Exact repetition is the task: copy every entry below.

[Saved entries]
= Beginning of Section =
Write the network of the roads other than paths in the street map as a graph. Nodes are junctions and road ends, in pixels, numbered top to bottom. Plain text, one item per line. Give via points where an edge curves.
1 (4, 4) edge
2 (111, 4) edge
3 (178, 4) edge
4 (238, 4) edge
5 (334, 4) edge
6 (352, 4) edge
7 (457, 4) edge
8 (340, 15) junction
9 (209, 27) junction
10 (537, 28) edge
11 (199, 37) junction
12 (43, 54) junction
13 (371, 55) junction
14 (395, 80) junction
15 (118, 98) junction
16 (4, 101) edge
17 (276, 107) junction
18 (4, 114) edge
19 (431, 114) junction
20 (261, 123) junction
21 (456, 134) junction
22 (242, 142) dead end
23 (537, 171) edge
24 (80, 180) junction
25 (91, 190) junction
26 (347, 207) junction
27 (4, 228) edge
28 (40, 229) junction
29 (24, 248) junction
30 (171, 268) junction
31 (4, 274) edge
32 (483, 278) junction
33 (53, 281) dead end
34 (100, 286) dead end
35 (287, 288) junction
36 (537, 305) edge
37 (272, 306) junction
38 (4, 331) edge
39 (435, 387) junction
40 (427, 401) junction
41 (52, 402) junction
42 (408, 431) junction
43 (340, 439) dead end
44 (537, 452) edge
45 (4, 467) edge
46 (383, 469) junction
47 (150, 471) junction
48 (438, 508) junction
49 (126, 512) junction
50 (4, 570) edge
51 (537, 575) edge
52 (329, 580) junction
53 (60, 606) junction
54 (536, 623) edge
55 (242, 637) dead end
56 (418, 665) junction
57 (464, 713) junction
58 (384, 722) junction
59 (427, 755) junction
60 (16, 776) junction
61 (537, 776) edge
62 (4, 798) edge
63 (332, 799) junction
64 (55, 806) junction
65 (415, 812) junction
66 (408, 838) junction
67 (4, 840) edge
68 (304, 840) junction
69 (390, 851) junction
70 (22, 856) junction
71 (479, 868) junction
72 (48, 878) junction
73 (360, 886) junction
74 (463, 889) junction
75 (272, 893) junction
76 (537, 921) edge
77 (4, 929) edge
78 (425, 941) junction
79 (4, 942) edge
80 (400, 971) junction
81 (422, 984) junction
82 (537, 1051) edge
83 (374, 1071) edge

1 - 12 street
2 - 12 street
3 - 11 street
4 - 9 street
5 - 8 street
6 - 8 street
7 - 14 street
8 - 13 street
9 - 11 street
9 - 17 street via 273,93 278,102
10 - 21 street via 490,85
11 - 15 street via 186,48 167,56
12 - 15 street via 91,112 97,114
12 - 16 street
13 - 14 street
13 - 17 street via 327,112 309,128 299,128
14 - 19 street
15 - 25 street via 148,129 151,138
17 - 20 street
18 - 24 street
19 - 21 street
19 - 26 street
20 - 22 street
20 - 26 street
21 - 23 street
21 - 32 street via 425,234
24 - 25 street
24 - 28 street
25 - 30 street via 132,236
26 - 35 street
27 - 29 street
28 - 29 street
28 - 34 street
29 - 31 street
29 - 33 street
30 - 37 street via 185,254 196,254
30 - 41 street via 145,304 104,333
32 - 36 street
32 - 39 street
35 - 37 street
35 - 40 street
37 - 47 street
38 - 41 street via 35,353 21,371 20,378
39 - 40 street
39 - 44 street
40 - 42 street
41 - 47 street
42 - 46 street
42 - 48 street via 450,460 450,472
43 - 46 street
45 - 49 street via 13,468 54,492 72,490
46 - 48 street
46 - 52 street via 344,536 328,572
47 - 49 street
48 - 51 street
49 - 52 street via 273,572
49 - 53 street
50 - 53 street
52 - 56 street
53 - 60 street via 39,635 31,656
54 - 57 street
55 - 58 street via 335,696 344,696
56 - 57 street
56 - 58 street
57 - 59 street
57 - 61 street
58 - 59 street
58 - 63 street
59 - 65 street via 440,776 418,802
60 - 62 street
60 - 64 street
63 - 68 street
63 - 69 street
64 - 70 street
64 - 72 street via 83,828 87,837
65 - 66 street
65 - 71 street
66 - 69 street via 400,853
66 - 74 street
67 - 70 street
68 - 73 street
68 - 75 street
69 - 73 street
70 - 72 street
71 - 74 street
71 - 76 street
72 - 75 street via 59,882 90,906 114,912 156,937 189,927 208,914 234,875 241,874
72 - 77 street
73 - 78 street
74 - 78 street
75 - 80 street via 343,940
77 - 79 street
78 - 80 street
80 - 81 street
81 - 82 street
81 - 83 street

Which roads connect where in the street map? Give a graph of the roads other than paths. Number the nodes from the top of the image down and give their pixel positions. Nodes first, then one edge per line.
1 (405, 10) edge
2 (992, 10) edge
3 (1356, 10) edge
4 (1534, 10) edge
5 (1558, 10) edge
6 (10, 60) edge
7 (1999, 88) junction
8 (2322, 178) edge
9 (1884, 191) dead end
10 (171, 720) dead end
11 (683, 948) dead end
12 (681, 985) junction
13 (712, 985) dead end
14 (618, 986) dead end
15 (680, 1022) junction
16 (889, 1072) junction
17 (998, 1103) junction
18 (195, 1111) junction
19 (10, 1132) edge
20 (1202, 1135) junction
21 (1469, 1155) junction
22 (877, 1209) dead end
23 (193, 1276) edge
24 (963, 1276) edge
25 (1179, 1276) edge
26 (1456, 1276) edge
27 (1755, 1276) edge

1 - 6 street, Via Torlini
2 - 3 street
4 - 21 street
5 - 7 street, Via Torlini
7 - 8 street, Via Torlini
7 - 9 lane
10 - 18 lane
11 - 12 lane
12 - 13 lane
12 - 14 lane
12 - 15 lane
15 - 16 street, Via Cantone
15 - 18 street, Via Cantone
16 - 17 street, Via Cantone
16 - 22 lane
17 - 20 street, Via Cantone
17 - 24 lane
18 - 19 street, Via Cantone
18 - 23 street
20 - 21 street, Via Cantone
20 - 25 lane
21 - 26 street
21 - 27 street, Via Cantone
= End of Section =
_Task solution_:
Write the network of the roads other than paths in the street map as a graph. Nodes are junctions and road ends, in pixels, numbered top to bottom. Plain text, one item per line. Give via points where an edge curves.
1 (4, 4) edge
2 (111, 4) edge
3 (178, 4) edge
4 (238, 4) edge
5 (334, 4) edge
6 (352, 4) edge
7 (457, 4) edge
8 (340, 15) junction
9 (209, 27) junction
10 (537, 28) edge
11 (199, 37) junction
12 (43, 54) junction
13 (371, 55) junction
14 (395, 80) junction
15 (118, 98) junction
16 (4, 101) edge
17 (276, 107) junction
18 (4, 114) edge
19 (431, 114) junction
20 (261, 123) junction
21 (456, 134) junction
22 (242, 142) dead end
23 (537, 171) edge
24 (80, 180) junction
25 (91, 190) junction
26 (347, 207) junction
27 (4, 228) edge
28 (40, 229) junction
29 (24, 248) junction
30 (171, 268) junction
31 (4, 274) edge
32 (483, 278) junction
33 (53, 281) dead end
34 (100, 286) dead end
35 (287, 288) junction
36 (537, 305) edge
37 (272, 306) junction
38 (4, 331) edge
39 (435, 387) junction
40 (427, 401) junction
41 (52, 402) junction
42 (408, 431) junction
43 (340, 439) dead end
44 (537, 452) edge
45 (4, 467) edge
46 (383, 469) junction
47 (150, 471) junction
48 (438, 508) junction
49 (126, 512) junction
50 (4, 570) edge
51 (537, 575) edge
52 (329, 580) junction
53 (60, 606) junction
54 (536, 623) edge
55 (242, 637) dead end
56 (418, 665) junction
57 (464, 713) junction
58 (384, 722) junction
59 (427, 755) junction
60 (16, 776) junction
61 (537, 776) edge
62 (4, 798) edge
63 (332, 799) junction
64 (55, 806) junction
65 (415, 812) junction
66 (408, 838) junction
67 (4, 840) edge
68 (304, 840) junction
69 (390, 851) junction
70 (22, 856) junction
71 (479, 868) junction
72 (48, 878) junction
73 (360, 886) junction
74 (463, 889) junction
75 (272, 893) junction
76 (537, 921) edge
77 (4, 929) edge
78 (425, 941) junction
79 (4, 942) edge
80 (400, 971) junction
81 (422, 984) junction
82 (537, 1051) edge
83 (374, 1071) edge

1 - 12 street
2 - 12 street
3 - 11 street
4 - 9 street
5 - 8 street
6 - 8 street
7 - 14 street
8 - 13 street
9 - 11 street
9 - 17 street via 273,93 278,102
10 - 21 street via 490,85
11 - 15 street via 186,48 167,56
12 - 15 street via 91,112 97,114
12 - 16 street
13 - 14 street
13 - 17 street via 327,112 309,128 299,128
14 - 19 street
15 - 25 street via 148,129 151,138
17 - 20 street
18 - 24 street
19 - 21 street
19 - 26 street
20 - 22 street
20 - 26 street
21 - 23 street
21 - 32 street via 425,234
24 - 25 street
24 - 28 street
25 - 30 street via 132,236
26 - 35 street
27 - 29 street
28 - 29 street
28 - 34 street
29 - 31 street
29 - 33 street
30 - 37 street via 185,254 196,254
30 - 41 street via 145,304 104,333
32 - 36 street
32 - 39 street
35 - 37 street
35 - 40 street
37 - 47 street
38 - 41 street via 35,353 21,371 20,378
39 - 40 street
39 - 44 street
40 - 42 street
41 - 47 street
42 - 46 street
42 - 48 street via 450,460 450,472
43 - 46 street
45 - 49 street via 13,468 54,492 72,490
46 - 48 street
46 - 52 street via 344,536 328,572
47 - 49 street
48 - 51 street
49 - 52 street via 273,572
49 - 53 street
50 - 53 street
52 - 56 street
53 - 60 street via 39,635 31,656
54 - 57 street
55 - 58 street via 335,696 344,696
56 - 57 street
56 - 58 street
57 - 59 street
57 - 61 street
58 - 59 street
58 - 63 street
59 - 65 street via 440,776 418,802
60 - 62 street
60 - 64 street
63 - 68 street
63 - 69 street
64 - 70 street
64 - 72 street via 83,828 87,837
65 - 66 street
65 - 71 street
66 - 69 street via 400,853
66 - 74 street
67 - 70 street
68 - 73 street
68 - 75 street
69 - 73 street
70 - 72 street
71 - 74 street
71 - 76 street
72 - 75 street via 59,882 90,906 114,912 156,937 189,927 208,914 234,875 241,874
72 - 77 street
73 - 78 street
74 - 78 street
75 - 80 street via 343,940
77 - 79 street
78 - 80 street
80 - 81 street
81 - 82 street
81 - 83 street

Which roads connect where in the street map? Give a graph of the roads other than paths. Number the nodes from the top of the image down and give their pixel positions. Nodes first, then one edge per line.
1 (405, 10) edge
2 (992, 10) edge
3 (1356, 10) edge
4 (1534, 10) edge
5 (1558, 10) edge
6 (10, 60) edge
7 (1999, 88) junction
8 (2322, 178) edge
9 (1884, 191) dead end
10 (171, 720) dead end
11 (683, 948) dead end
12 (681, 985) junction
13 (712, 985) dead end
14 (618, 986) dead end
15 (680, 1022) junction
16 (889, 1072) junction
17 (998, 1103) junction
18 (195, 1111) junction
19 (10, 1132) edge
20 (1202, 1135) junction
21 (1469, 1155) junction
22 (877, 1209) dead end
23 (193, 1276) edge
24 (963, 1276) edge
25 (1179, 1276) edge
26 (1456, 1276) edge
27 (1755, 1276) edge

1 - 6 street, Via Torlini
2 - 3 street
4 - 21 street
5 - 7 street, Via Torlini
7 - 8 street, Via Torlini
7 - 9 lane
10 - 18 lane
11 - 12 lane
12 - 13 lane
12 - 14 lane
12 - 15 lane
15 - 16 street, Via Cantone
15 - 18 street, Via Cantone
16 - 17 street, Via Cantone
16 - 22 lane
17 - 20 street, Via Cantone
17 - 24 lane
18 - 19 street, Via Cantone
18 - 23 street
20 - 21 street, Via Cantone
20 - 25 lane
21 - 26 street
21 - 27 street, Via Cantone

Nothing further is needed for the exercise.